Até agora, em 2025, a rede experimentou seis ajustes de dificuldade para cima, totalizando um aumento de 13,83%, juntamente com três ajustes para baixo que somam 8,61%. Paralelamente, o poder de processamento total do Bitcoin recuou do seu ápice de 929 exahash por segundo (EH/s) para 848,53 EH/s, com base na média móvel simples de sete dias (SMA) acompanhada por hashrateindex.com—refletindo uma contração superior a 80 EH/s.
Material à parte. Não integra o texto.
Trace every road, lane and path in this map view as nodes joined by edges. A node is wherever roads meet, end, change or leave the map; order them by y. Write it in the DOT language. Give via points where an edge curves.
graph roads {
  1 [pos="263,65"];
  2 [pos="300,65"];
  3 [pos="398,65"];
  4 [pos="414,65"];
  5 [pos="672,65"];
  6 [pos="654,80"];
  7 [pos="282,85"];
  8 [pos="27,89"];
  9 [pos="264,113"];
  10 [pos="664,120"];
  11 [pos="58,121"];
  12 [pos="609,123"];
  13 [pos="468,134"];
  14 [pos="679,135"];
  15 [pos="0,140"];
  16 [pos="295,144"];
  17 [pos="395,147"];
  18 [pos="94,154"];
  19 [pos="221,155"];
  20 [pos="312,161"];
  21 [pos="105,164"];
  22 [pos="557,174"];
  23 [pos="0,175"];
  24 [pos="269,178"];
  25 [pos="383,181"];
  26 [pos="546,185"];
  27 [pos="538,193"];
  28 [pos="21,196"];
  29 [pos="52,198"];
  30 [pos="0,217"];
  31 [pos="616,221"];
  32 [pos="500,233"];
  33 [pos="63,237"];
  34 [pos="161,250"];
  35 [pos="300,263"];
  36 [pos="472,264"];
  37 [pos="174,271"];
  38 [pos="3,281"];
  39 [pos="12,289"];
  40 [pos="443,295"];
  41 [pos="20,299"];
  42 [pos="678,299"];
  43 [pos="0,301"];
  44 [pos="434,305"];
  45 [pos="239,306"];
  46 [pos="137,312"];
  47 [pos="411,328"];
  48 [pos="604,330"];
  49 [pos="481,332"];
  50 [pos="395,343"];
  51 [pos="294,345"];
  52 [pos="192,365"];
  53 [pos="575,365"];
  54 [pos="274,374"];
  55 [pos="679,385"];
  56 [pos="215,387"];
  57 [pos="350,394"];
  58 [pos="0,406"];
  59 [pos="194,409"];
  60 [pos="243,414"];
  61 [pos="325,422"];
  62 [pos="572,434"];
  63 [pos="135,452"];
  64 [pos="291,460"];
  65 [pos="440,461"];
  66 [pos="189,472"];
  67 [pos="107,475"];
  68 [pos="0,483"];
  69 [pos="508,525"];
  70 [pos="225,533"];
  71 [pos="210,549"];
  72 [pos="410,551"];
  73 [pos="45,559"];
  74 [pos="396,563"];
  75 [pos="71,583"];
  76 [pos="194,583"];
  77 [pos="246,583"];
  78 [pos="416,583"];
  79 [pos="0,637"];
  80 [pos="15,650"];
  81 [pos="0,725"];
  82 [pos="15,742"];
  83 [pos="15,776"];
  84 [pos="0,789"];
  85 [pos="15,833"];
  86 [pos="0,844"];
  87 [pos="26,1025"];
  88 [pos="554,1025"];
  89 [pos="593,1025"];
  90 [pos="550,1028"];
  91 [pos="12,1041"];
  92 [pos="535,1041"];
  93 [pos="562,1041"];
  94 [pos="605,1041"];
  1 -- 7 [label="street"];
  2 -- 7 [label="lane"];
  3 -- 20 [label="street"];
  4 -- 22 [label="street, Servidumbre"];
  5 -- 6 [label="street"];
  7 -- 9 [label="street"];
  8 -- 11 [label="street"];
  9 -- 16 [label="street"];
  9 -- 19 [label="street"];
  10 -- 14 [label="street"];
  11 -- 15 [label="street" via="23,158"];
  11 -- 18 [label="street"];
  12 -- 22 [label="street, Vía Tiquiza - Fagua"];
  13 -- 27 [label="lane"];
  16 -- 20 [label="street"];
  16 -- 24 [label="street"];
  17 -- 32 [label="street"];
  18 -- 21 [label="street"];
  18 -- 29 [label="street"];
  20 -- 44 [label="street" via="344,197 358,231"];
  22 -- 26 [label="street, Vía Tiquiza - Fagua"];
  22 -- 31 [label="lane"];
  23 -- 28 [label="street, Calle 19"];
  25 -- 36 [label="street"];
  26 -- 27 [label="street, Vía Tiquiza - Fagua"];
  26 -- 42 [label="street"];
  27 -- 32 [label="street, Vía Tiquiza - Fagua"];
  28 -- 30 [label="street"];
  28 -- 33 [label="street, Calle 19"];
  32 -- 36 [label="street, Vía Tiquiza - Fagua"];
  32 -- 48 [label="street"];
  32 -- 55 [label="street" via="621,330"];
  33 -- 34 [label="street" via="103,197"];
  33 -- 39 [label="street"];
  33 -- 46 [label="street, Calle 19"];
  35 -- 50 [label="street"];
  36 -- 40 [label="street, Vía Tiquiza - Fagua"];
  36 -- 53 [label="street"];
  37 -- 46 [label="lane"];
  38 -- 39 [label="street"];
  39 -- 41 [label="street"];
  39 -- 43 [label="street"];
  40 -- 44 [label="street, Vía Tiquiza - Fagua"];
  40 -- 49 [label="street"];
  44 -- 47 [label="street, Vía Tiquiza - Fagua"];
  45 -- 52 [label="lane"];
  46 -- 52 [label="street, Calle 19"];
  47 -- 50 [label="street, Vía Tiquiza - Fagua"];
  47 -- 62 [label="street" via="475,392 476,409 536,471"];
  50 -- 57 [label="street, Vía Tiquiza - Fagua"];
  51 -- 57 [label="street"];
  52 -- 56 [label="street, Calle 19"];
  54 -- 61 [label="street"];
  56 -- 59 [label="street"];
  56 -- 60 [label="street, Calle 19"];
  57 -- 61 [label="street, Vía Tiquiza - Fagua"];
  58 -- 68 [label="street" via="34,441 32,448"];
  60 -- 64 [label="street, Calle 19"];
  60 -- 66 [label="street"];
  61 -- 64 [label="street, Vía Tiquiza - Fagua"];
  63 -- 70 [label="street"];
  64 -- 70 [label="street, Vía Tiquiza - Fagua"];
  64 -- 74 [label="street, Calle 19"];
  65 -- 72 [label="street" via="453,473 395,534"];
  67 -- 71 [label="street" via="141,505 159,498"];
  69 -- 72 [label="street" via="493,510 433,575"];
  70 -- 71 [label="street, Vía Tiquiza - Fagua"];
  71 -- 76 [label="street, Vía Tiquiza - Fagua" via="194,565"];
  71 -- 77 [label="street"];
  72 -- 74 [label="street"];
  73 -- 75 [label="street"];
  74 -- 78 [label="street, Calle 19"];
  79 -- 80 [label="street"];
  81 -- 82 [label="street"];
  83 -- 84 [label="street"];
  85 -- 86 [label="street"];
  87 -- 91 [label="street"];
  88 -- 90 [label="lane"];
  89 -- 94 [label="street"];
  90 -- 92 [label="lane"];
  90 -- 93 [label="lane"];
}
Apesar da queda na força bruta de hash, os mineradores beneficiaram-se de métricas de lucratividade mais fortes, já que o preço do bitcoin permaneceu acima da marca de $100,000 por dez dias consecutivos. Cerca de um mês atrás, o hashprice—a receita prevista para operar 1 petahash por segundo (PH/s) ao longo de um dia—oscilava perto de $44.29 por PH/s. Hoje, esse valor melhorou substancialmente, estando agora em $54.93 por PH/s.
Bitcoin’s ajustes de dificuldade e flutuações no poder de hash oferecem um vislumbre sutil das dinâmicas em evolução entre os incentivos dos mineradores e a resiliência da rede. À medida que as condições econômicas, os custos de energia e as trajetórias de preços continuam a influenciar a economia da mineração, o delicado equilíbrio entre participação e lucratividade permanecerá uma narrativa chave.